Ramen master Takashi Endo has arrived in town from Japan bearing his award-winning ramen, which just might be San Diego’s best yet. The chef, who opened his first ramen shop in 1994 in Akita, a prefecture in Japan’s Tohoku region, now operates nine ramen eateries in Japan and two in Taiwan, all with varying menus. His 12th shop, which just debuted in Kearny Mesa, is Endo’s first outside Asia.
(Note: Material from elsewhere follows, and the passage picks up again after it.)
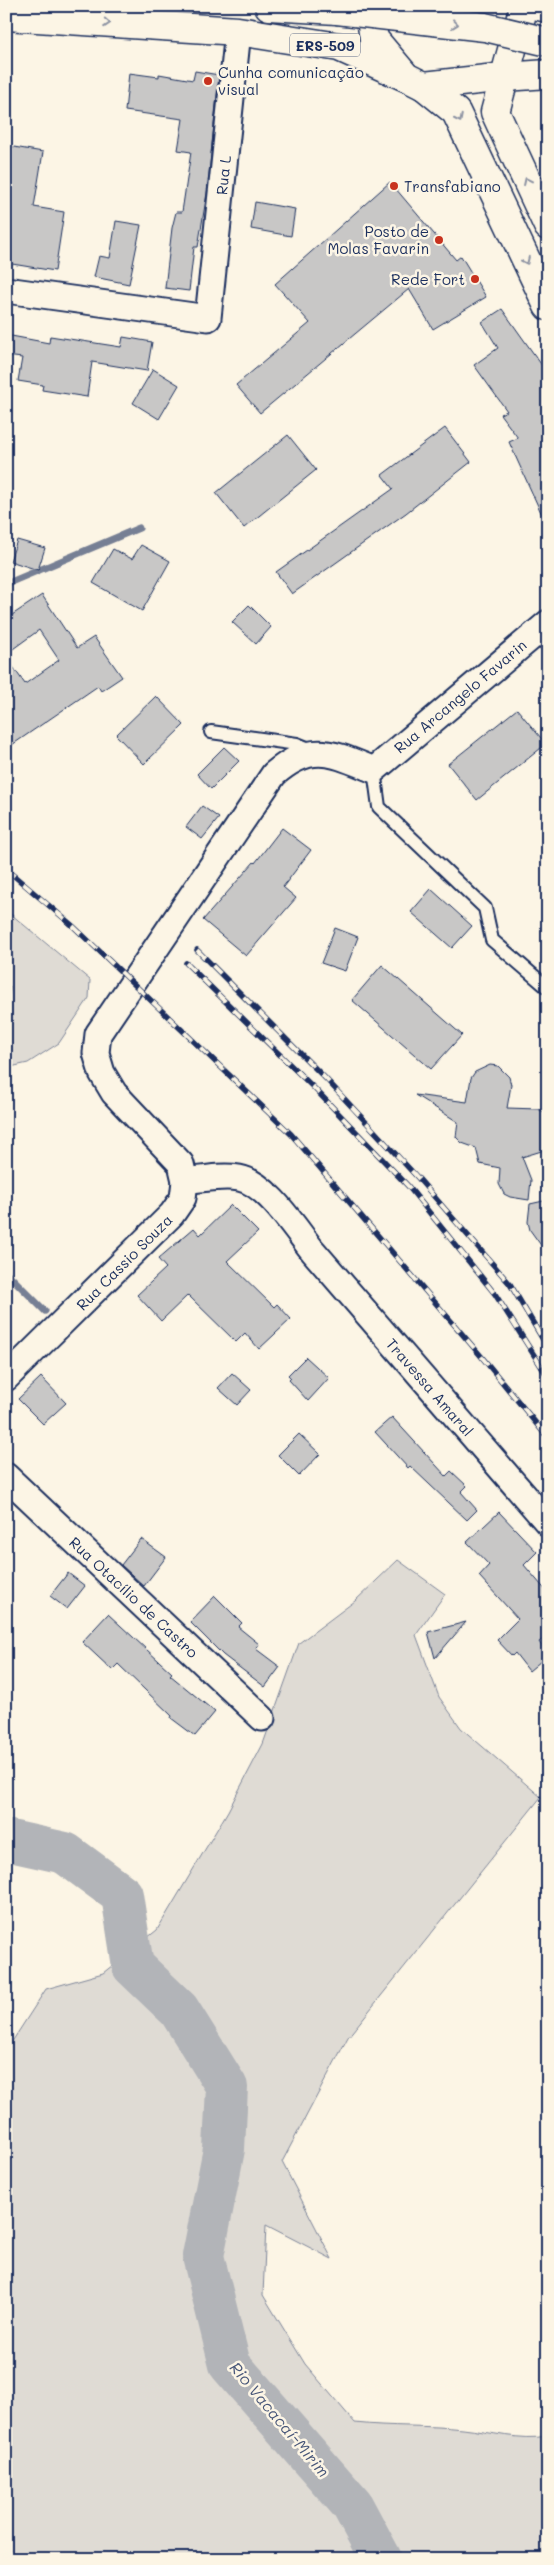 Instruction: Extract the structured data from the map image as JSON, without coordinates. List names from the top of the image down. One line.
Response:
{"streets":{"main road":["ERS-509"],"street":["Rua L","Rua Arcangelo Favarin","Rua Cassio Souza","Travessa Amaral","Rua Otacílio de Castro"]},"crossings":[["ERS-509","Rua L"],["Rua Cassio Souza","Travessa Amaral"]],"water":["Rio Vacacaí-Mirim"],"places":["Cunha comunicação visual","Transfabiano","Posto de Molas Favarin","Rede Fort"]}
The new San Diego location of his Menya Ultra concept revolves around ramen made with long-simmered pork tonkotsu broth, a silky umami-laden MSG-free soup that’s the base for the restaurant’s classic tonkotsu ramen, miso ramen and tantan men, a Chinese-influenced ramen topped with a fried pork or chicken cutlet.
Endo tells Eater that his goal is to introduce American palates to authentic Japanese ramen of the highest quality; for the chef, that means making ramen noodles daily on-site, crafted from a special wheat sourced from Hokkaido, Japan which gives the strands a uniquely smooth and bouncy texture. The menu will soon expand to include tsukemen, a dipping variation of ramen designed to showcase the noodles.
The chef/restaurateur, who will be traveling back and forth from San Diego to Japan, tells Eater that he plans to open at least two or three more shops in San Diego before taking his ramen concepts up the West Coast and across the country.